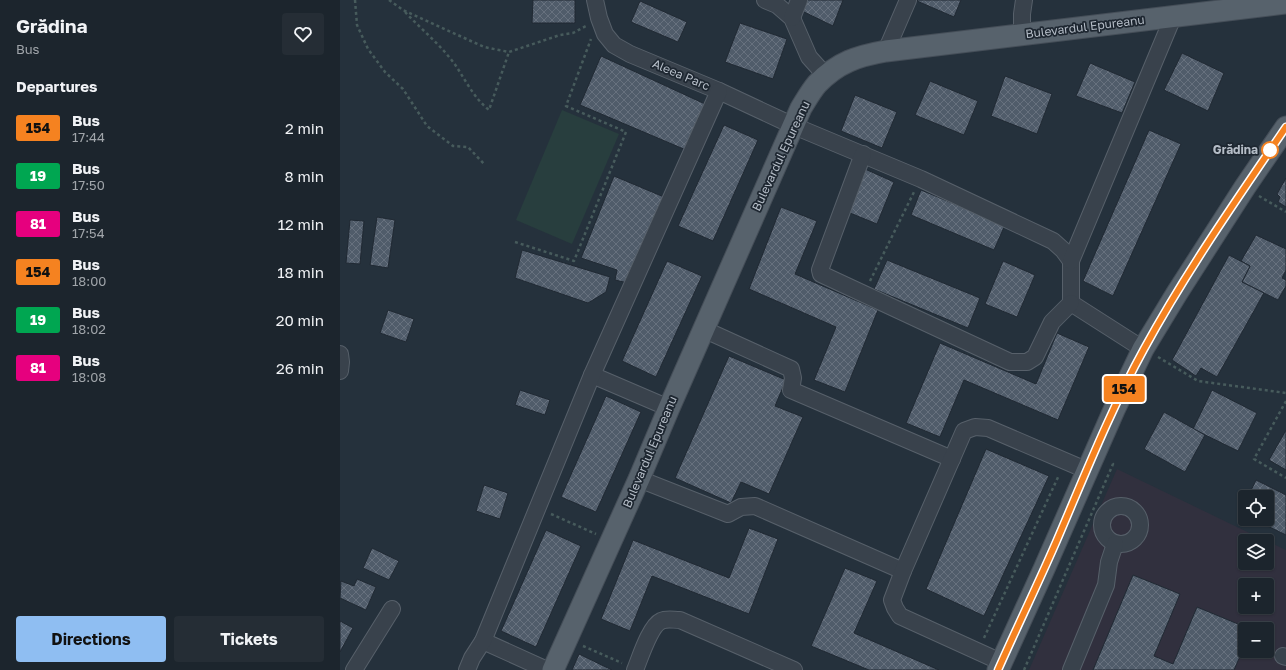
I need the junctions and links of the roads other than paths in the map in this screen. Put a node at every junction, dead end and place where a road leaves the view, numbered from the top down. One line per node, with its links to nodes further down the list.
1 (595, 0): 12 (street, Aleea Parc)
2 (765, 0): 8 (street)
3 (799, 0): 8 (street)
4 (908, 0): 10 (street)
5 (1024, 0): 9 (street)
6 (1281, 7): 7 (main road, Bulevardul Epureanu)
7 (1173, 17): 9 (main road, Bulevardul Epureanu); 16 (street)
8 (792, 18): 11 (street)
9 (1022, 35): 10 (main road, Bulevardul Epureanu)
10 (886, 51): 11 (main road, Bulevardul Epureanu)
11 (826, 76): 13 (main road, Bulevardul Epureanu)
12 (719, 91): 13 (street, Aleea Parc); 22 (street)
13 (794, 126): 15 (street, Aleea Parc); 18 (main road, Bulevardul Epureanu)
14 (1286, 127): 19 (main road)
15 (863, 154): 16 (street, Aleea Parc); 17 (street)
16 (1071, 261): 17 (street)
17 (1071, 303): 19 (street)
18 (703, 330): 23 (main road, Bulevardul Epureanu); 24 (street)
19 (1143, 349): 25 (main road)
20 (340, 354): 21 (street)
21 (340, 371)
22 (592, 376): 23 (street); 30 (street)
23 (669, 408): 26 (main road, Bulevardul Epureanu)
24 (952, 459): 25 (street); 28 (street)
25 (1090, 463): 31 (main road)
26 (639, 479): 28 (street); 35 (main road, Bulevardul Epureanu)
27 (1115, 544): 38 (street)
28 (903, 571): 31 (street)
29 (392, 609): 32 (street)
30 (483, 641): 33 (street); 34 (street)
31 (999, 666)
32 (354, 670)
33 (467, 670)
34 (547, 670)
35 (553, 670)
36 (635, 670): 37 (street)
37 (794, 670)
38 (1071, 670)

----------

Please give all of the material again, exactly, without the images.

I need the junctions and links of the roads other than paths in the map in this screen. Put a node at every junction, dead end and place where a road leaves the view, numbered from the top down. One line per node, with its links to nodes further down the list.
1 (595, 0): 12 (street, Aleea Parc)
2 (765, 0): 8 (street)
3 (799, 0): 8 (street)
4 (908, 0): 10 (street)
5 (1024, 0): 9 (street)
6 (1281, 7): 7 (main road, Bulevardul Epureanu)
7 (1173, 17): 9 (main road, Bulevardul Epureanu); 16 (street)
8 (792, 18): 11 (street)
9 (1022, 35): 10 (main road, Bulevardul Epureanu)
10 (886, 51): 11 (main road, Bulevardul Epureanu)
11 (826, 76): 13 (main road, Bulevardul Epureanu)
12 (719, 91): 13 (street, Aleea Parc); 22 (street)
13 (794, 126): 15 (street, Aleea Parc); 18 (main road, Bulevardul Epureanu)
14 (1286, 127): 19 (main road)
15 (863, 154): 16 (street, Aleea Parc); 17 (street)
16 (1071, 261): 17 (street)
17 (1071, 303): 19 (street)
18 (703, 330): 23 (main road, Bulevardul Epureanu); 24 (street)
19 (1143, 349): 25 (main road)
20 (340, 354): 21 (street)
21 (340, 371)
22 (592, 376): 23 (street); 30 (street)
23 (669, 408): 26 (main road, Bulevardul Epureanu)
24 (952, 459): 25 (street); 28 (street)
25 (1090, 463): 31 (main road)
26 (639, 479): 28 (street); 35 (main road, Bulevardul Epureanu)
27 (1115, 544): 38 (street)
28 (903, 571): 31 (street)
29 (392, 609): 32 (street)
30 (483, 641): 33 (street); 34 (street)
31 (999, 666)
32 (354, 670)
33 (467, 670)
34 (547, 670)
35 (553, 670)
36 (635, 670): 37 (street)
37 (794, 670)
38 (1071, 670)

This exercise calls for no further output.